The days of having Ozwald the Laker or Oz the Snowbeast leading the chants at athletic events could soon be dawning upon Oswego State.
The Lakers’ search for a mascot has taken another step, albeit a baby step, toward reality, with forums held this week for both faculty and students to express their desires, suggestions and concerns as to what should properly represent the college community.
Mascot ideas ranging from abominable snowbeasts, bears, sea monsters, and even a walking lighthouse character were revealed at the forums. Over a dozen sketches of what the future face of the Lakers could look like were displayed, with more on the way.
"It’s something that is going to fulfill all the roles that everyone wants," said senior Greg Aiello, who, along with fellow senior business administration major Latasha Archer, had started the hunt for an official college mascot. "That’s the most ideal thing that we want."
Aiello, who spearheaded the mascot search in 2008, has been working jointly with Dean of Students James Scharfenberger and the Oswego State Athletic Department to help find an ideal mascot to represent not only the students, but the faculty and the surrounding Oswego community.
"It helps bring recognition to the school," Archer said. "A mascot would help with new students at orientation and international students.
While reaction to some of the designs presented revealed mixed feelings, the crowd remained mostly enthusiastic about the potential of adding a face to the Lakers.
"Mainly they got the point out that we want a mascot to represent the school, and it’s going in the right direction," junior public justice major Marcus Peworchik said. "Being here and seeing how many different ways it can be used through all the sports and all the seasons; it’s a good idea."
"I think we got a good start to spreading new ideas," junior wellness management major Traci Bacon, a women’s basketball player said. "I feel that discussing it really opened new ideas to a new mindset toward it, that it can be child friendly as well as athletically aggressive."
Oswego State has been without a mascot since at least 1986, when the unofficially recognized Oswe-Gull disappeared off campus. The only recognized mascot to ever grace the Lakers was Pucky the Penguin. A scaled-down version that vaguely resembles a penguin is still used in some campus publications, but if a new mascot is named it would be Oswego State’s first official mascot in over two decades.
There remains a fair share of challenges before the plans for a mascot really start getting off the ground, the biggest obstacle at hand is finding out exactly what a "Laker" is to the college community, Aiello said.
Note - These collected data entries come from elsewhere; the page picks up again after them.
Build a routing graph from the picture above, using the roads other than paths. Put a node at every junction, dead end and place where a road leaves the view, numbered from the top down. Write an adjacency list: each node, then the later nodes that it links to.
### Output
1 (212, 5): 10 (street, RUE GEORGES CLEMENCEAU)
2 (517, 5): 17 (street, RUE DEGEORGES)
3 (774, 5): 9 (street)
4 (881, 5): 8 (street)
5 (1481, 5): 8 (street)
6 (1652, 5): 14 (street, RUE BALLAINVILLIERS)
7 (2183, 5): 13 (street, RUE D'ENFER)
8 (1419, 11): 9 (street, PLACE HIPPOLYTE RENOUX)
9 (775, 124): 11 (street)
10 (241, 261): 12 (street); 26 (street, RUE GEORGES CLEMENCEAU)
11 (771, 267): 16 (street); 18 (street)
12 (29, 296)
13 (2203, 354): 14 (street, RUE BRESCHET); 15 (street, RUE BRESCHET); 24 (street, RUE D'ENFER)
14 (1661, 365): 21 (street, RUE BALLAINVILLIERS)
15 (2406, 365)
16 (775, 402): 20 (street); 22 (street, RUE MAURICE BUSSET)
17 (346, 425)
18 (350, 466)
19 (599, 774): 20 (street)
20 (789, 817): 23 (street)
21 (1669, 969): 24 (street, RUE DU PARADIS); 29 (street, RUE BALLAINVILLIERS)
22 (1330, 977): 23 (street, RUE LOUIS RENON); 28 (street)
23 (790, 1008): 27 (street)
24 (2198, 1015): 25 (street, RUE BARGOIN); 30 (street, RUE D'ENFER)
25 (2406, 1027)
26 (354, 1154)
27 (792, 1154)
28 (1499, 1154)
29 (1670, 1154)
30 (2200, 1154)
The Facebook group he created, titled "Mission: Get a Mascot for Oswego, " has seen numerous ideas from students, but not many indicating that students are on the same track. Other ideas presented during the forums included otters, snowmen, and ship captains.
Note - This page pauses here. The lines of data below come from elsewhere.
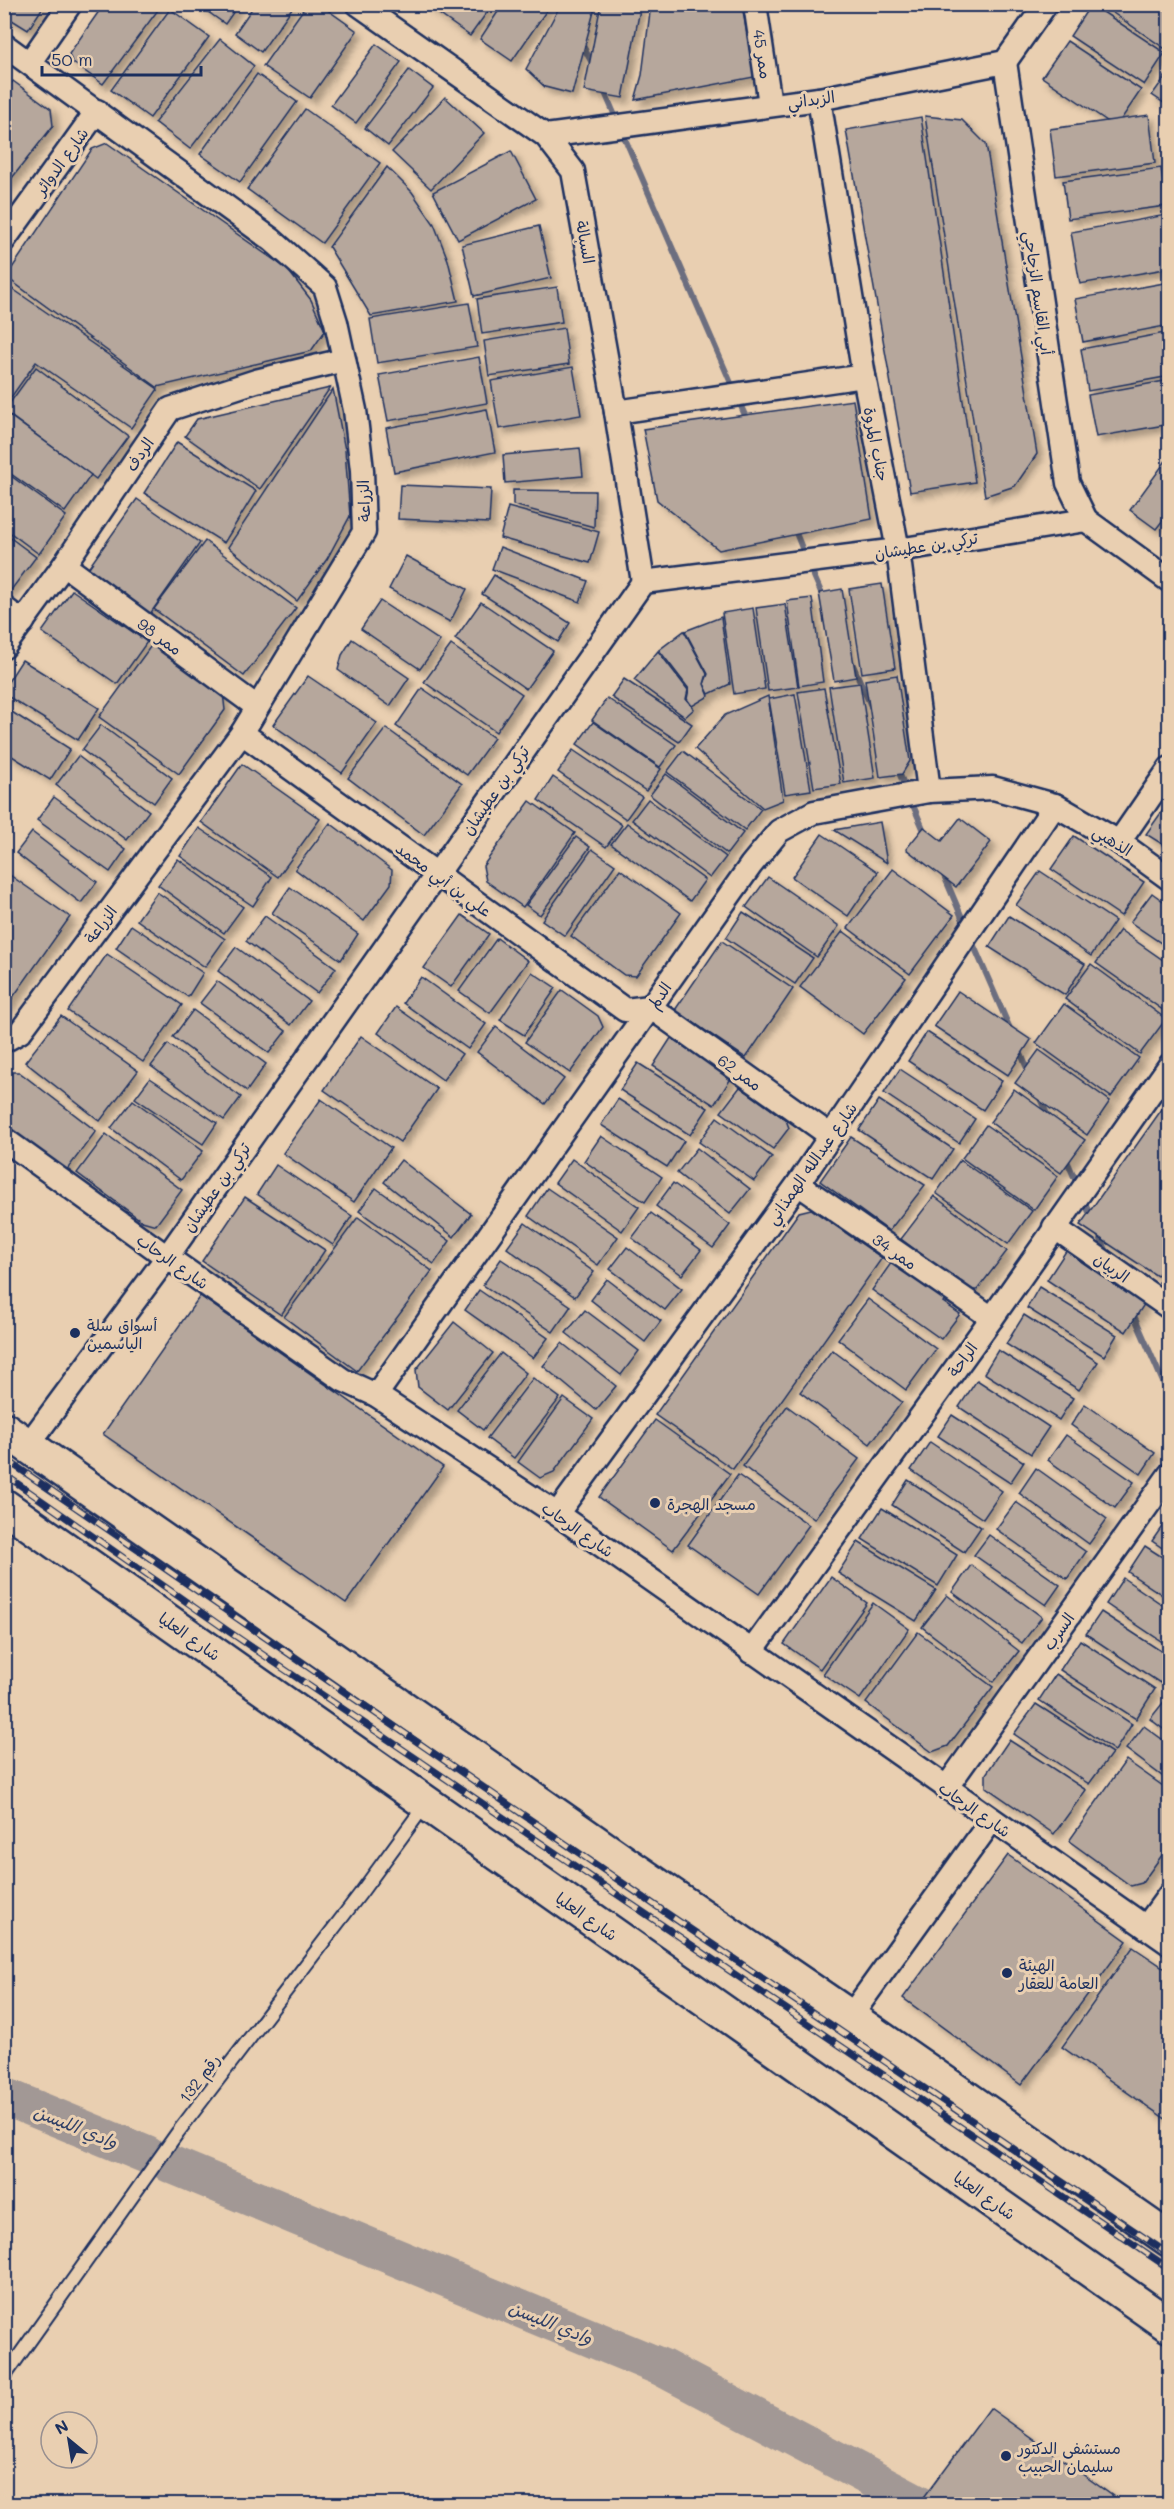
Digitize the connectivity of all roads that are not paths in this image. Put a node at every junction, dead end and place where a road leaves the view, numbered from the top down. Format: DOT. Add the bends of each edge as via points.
graph roads {
  1 [pos="70,4"];
  2 [pos="358,4"];
  3 [pos="755,4"];
  4 [pos="1046,4"];
  5 [pos="4,45"];
  6 [pos="30,62"];
  7 [pos="1005,62"];
  8 [pos="819,99"];
  9 [pos="770,104"];
  10 [pos="97,111"];
  11 [pos="546,136"];
  12 [pos="4,240"];
  13 [pos="344,360"];
  14 [pos="864,376"];
  15 [pos="616,412"];
  16 [pos="1086,520"];
  17 [pos="898,550"];
  18 [pos="64,565"];
  19 [pos="1170,581"];
  20 [pos="643,582"];
  21 [pos="4,608"];
  22 [pos="23,622"];
  23 [pos="4,647"];
  24 [pos="257,707"];
  25 [pos="242,733"];
  26 [pos="1170,768"];
  27 [pos="929,791"];
  28 [pos="1055,805"];
  29 [pos="1119,842"];
  30 [pos="436,874"];
  31 [pos="1170,879"];
  32 [pos="650,1007"];
  33 [pos="4,1041"];
  34 [pos="1170,1065"];
  35 [pos="831,1136"];
  36 [pos="4,1139"];
  37 [pos="798,1184"];
  38 [pos="1054,1227"];
  39 [pos="167,1257"];
  40 [pos="1170,1308"];
  41 [pos="992,1318"];
  42 [pos="376,1395"];
  43 [pos="16,1437"];
  44 [pos="1170,1474"];
  45 [pos="4,1506"];
  46 [pos="556,1514"];
  47 [pos="751,1652"];
  48 [pos="946,1788"];
  49 [pos="426,1803"];
  50 [pos="992,1821"];
  51 [pos="1170,1894"];
  52 [pos="1146,1927"];
  53 [pos="1170,1944"];
  54 [pos="850,2017"];
  55 [pos="1170,2240"];
  56 [pos="1170,2326"];
  57 [pos="4,2377"];
  1 -- 6 [label="street"];
  2 -- 11 [label="street, السبالة"];
  3 -- 9 [label="street, ممر 45"];
  4 -- 7 [label="street"];
  5 -- 6 [label="street, الزراعة"];
  6 -- 10 [label="street, الزراعة"];
  7 -- 8 [label="street, الزبداني"];
  7 -- 16 [label="street, أبي القاسم الزجاجي" via="1068,483"];
  8 -- 9 [label="street, الزبداني"];
  8 -- 14 [label="street, جناب المروة"];
  9 -- 11 [label="street, الزبداني"];
  10 -- 12 [label="street, شارع الدوائر"];
  10 -- 13 [label="street, الزراعة" via="272,240 325,287"];
  11 -- 15 [label="street, السبالة" via="573,171"];
  13 -- 18 [label="street, الردف" via="255,381 170,409"];
  13 -- 24 [label="street, الزراعة" via="362,470 364,532"];
  14 -- 15 [label="street"];
  14 -- 17 [label="street, جناب المروة"];
  15 -- 20 [label="street, السبالة"];
  16 -- 17 [label="street, تركي بن عطيشان"];
  16 -- 19 [label="street"];
  17 -- 20 [label="street, تركي بن عطيشان"];
  17 -- 27 [label="street, جناب المروة"];
  18 -- 22 [label="street, الردف"];
  18 -- 24 [label="street, ممر 98"];
  20 -- 30 [label="street, تركي بن عطيشان"];
  21 -- 22 [label="street"];
  22 -- 23 [label="street, الردف"];
  24 -- 25 [label="street, الزراعة"];
  25 -- 30 [label="street, علي بن أبي محمد"];
  25 -- 33 [label="street, الزراعة" via="20,1032"];
  26 -- 29 [label="street"];
  27 -- 28 [label="street, الدلم" via="993,788"];
  27 -- 32 [label="street, الدلم" via="814,812 779,831"];
  28 -- 29 [label="street, الذهبي"];
  28 -- 35 [label="street, شارع عبدالله الهمذاني"];
  29 -- 31 [label="street, الذهبي"];
  30 -- 32 [label="street, علي بن أبي محمد" via="625,1010"];
  30 -- 39 [label="street, تركي بن عطيشان"];
  32 -- 35 [label="street, ممر 62"];
  32 -- 42 [label="street, الدلم"];
  34 -- 38 [label="street, الراحة"];
  35 -- 37 [label="street, شارع عبدالله الهمذاني"];
  36 -- 39 [label="street, شارع الرحاب"];
  37 -- 41 [label="street, ممر 34"];
  37 -- 46 [label="street, شارع عبدالله الهمذاني"];
  38 -- 40 [label="street, الربيان"];
  38 -- 41 [label="street, الراحة"];
  39 -- 42 [label="street, شارع الرحاب" via="343,1380"];
  39 -- 43 [label="street, تركي بن عطيشان"];
  41 -- 47 [label="street, الراحة"];
  42 -- 46 [label="street, شارع الرحاب"];
  43 -- 54 [label="main road"];
  44 -- 48 [label="street, السرب"];
  45 -- 49 [label="main road, شارع العليا"];
  46 -- 47 [label="street, شارع الرحاب"];
  47 -- 48 [label="street, شارع الرحاب"];
  48 -- 50 [label="street, شارع الرحاب"];
  49 -- 56 [label="main road, شارع العليا"];
  49 -- 57 [label="lane, رقم 132" via="178,2132"];
  50 -- 52 [label="street, شارع الرحاب"];
  50 -- 54 [label="street"];
  51 -- 52 [label="street"];
  52 -- 53 [label="street, شارع الرحاب"];
  54 -- 55 [label="main road"];
}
According to Athletic Director Tim Hale, while progress has certainly been made since the initial undertaking, Oswego State may be better served to take a slow and safe approach to picking an official school mascot.
"In essence, we are talking about branding our college and that has repercussions in many different ways, many that we have not even thought of," Hale said in an e-mail. "An effective mascot program will require a significant amount of financial support and number of people involved to make it work, again something that needs to be discussed as we go along."
According to Scharfenberger, one of the most important requirements for any Laker mascot will be ethnic, gender and culture neutrality, meaning that any potential candidate must not discriminate against any particular demographic. This could potentially already rule out any type of character that resembles a human given that it wouldn’t be possible to make it one gender without discriminating against the other.
Despite the numerous hurdles that still need to be taken, aspirations to get a mascot in the stands by the end of the year aren’t hitting the locker room anytime soon.
"We are doing this because 150 years have passed and this place does not have a mascot quite yet." Aiello said. "And we are looking to bring it home."